INTRODUCTION: Pancreatic cancer is an aggressive malignancy with a poor prognosis. Currently there is no effective therapy. The increasing awareness of the role of tumor neoangiogenesis in growth of solid tumors resulted in a consensual opinion that abrogated neoangiogenesis may cause tumor growth arrest. Angiogenesis is also necessary for local and systemic tumor progression both hallmarks of pancreatic cancer. PKC412 is a novel pan-inhibitor of mutated FLT3, PKC, KDR, c-KIT, PDGFRα, and PDGFRβ. The aims of this study were to analyse the therapeutic efficiency of this novel multi target compound in vitro and in vivo using a novel orthotopic model for experimental pancreatic cancer. METHODS: Five human pancreatic cancer cell lines AsPc-1 (A1), Capan-1 (C1), HPAF-2 (HP2), PANC-1 (P1) and MIA PaCa-2 (MP2) were analyzed. RT-PCR was used for FLT3 mutation in pancreatic cancer cells. Anchorage dependent cell growth was quantified with the MTT assay. Soft agar assays were used to study anchorage independent growth. Cell cycle progression was analyzed by flow cytometry. In vivo HP2 and AsPC-1 cells were used to induce orthotopic tumors in a novel murine model for pancreatic cancer (each n=12). Animals received every day 10 mg/kg PKC412 i.p. for 8 weeks. Immunohistochemistry (anti CD31) was used to quantify microvessel density. RESULTS: No FLT3 mutation could be detected in any of the pancreatic cancer cell lines.

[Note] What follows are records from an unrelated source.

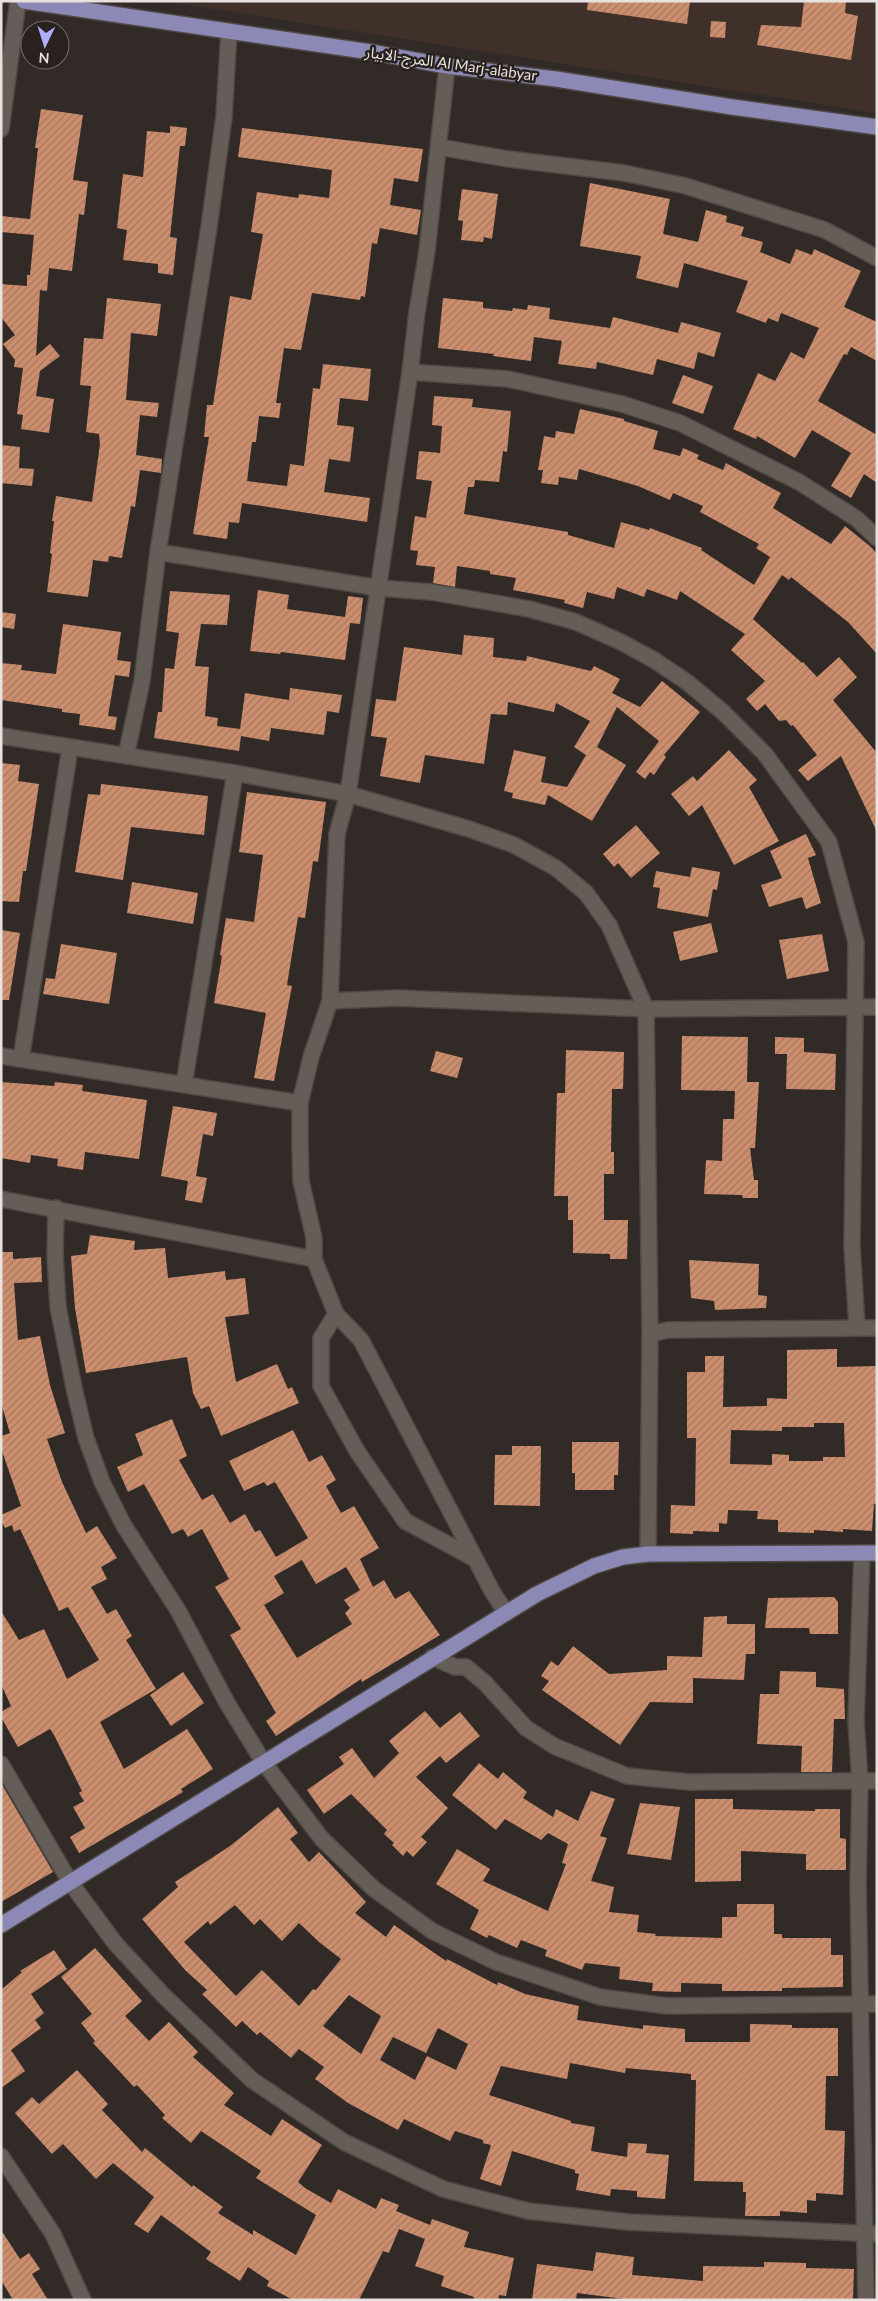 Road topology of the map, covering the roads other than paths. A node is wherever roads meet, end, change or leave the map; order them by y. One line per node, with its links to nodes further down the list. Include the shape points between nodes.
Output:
1 (18, 1): 6 (street)
2 (24, 1): 3 (main road, المرج-الابيار Al Marj-alabyar)
3 (229, 31): 4 (main road, المرج-الابيار Al Marj-alabyar); 11 (street, via 224,117)
4 (447, 66): 5 (main road, المرج-الابيار Al Marj-alabyar); 7 (street)
5 (877, 127)
6 (1, 129)
7 (439, 147): 8 (street, via 624,173 686,186 825,230); 9 (street)
8 (877, 258)
9 (410, 372): 10 (street, via 508,379 622,404 680,423 799,482 857,519); 12 (street)
10 (877, 538)
11 (158, 552): 12 (street); 15 (street, via 142,681)
12 (379, 588): 17 (street); 19 (street, via 486,601 576,622 654,660 724,713 765,754 829,842 856,942)
13 (1, 736): 14 (street)
14 (70, 748): 15 (street); 23 (street)
15 (126, 756): 16 (street)
16 (235, 773): 17 (street); 24 (street)
17 (348, 794): 18 (street, via 337,834); 21 (street, via 514,845 556,868 586,893 609,925)
18 (330, 1001): 21 (street, via 397,998); 25 (street, via 310,1057)
19 (857, 1007): 20 (street); 21 (street); 30 (street, via 852,1246)
20 (877, 1007)
21 (646, 1009): 32 (street)
22 (1, 1056): 23 (street)
23 (21, 1059): 24 (street)
24 (184, 1084): 25 (street)
25 (300, 1103): 28 (street, via 301,1181 314,1238)
26 (1, 1199): 27 (street)
27 (56, 1208): 28 (street); 38 (street, via 58,1307 86,1438 102,1482 123,1524 178,1612)
28 (314, 1259): 29 (street)
29 (336, 1314): 35 (street, via 361,1340); 35 (street, via 321,1338 321,1386 356,1451 405,1521)
30 (857, 1328): 31 (street); 32 (street, via 668,1330)
31 (877, 1328)
32 (650, 1334): 34 (street)
33 (869, 1553): 34 (main road); 40 (street, via 856,1720)
34 (648, 1554): 36 (main road, via 594,1566)
35 (476, 1559): 36 (street)
36 (506, 1613): 37 (main road)
37 (432, 1657): 38 (main road); 40 (street, via 456,1667 466,1666 526,1728 554,1746 627,1776 689,1782)
38 (264, 1763): 42 (main road); 45 (street, via 322,1839 374,1889 432,1930 496,1962 600,1997 666,2006)
39 (1, 1764): 42 (street)
40 (860, 1782): 41 (street); 45 (street)
41 (877, 1782)
42 (70, 1882): 43 (main road); 47 (street, via 115,1943 145,1976 252,2080 344,2142 443,2189 528,2211 628,2222)
43 (1, 1925)
44 (877, 2004): 45 (street)
45 (860, 2005): 47 (street)
46 (1, 2156): 48 (street, via 53,2234)
47 (871, 2234): 49 (street)
48 (84, 2300)
49 (866, 2300)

Cell growth was inhibited in all cell lines tested; PKC412 resulted in a dose and time dependent growth suppression. In flow cytometric analysis a strong G2/M-phase arrest was detectable. Anchorage independent growth was also significantly reduced in a dose dependent and time dependent manner. The in vivo correlate was a significant growth reduction of orthotopic tumors growth in both cell lines tested. Growth suppression in vivo was mediated not only by antimitogenic activity but also by suppression of tumor neoangiogenesis since the number of blood vessels in treated animals was significantly lower. CONCLUSION: PKC412 is a highly promising new compound with strong anti-mitogenic and in vivo antiangiogenic activity. This dual efficiency will likely be of therapeutic value for patients with pancreatic cancer.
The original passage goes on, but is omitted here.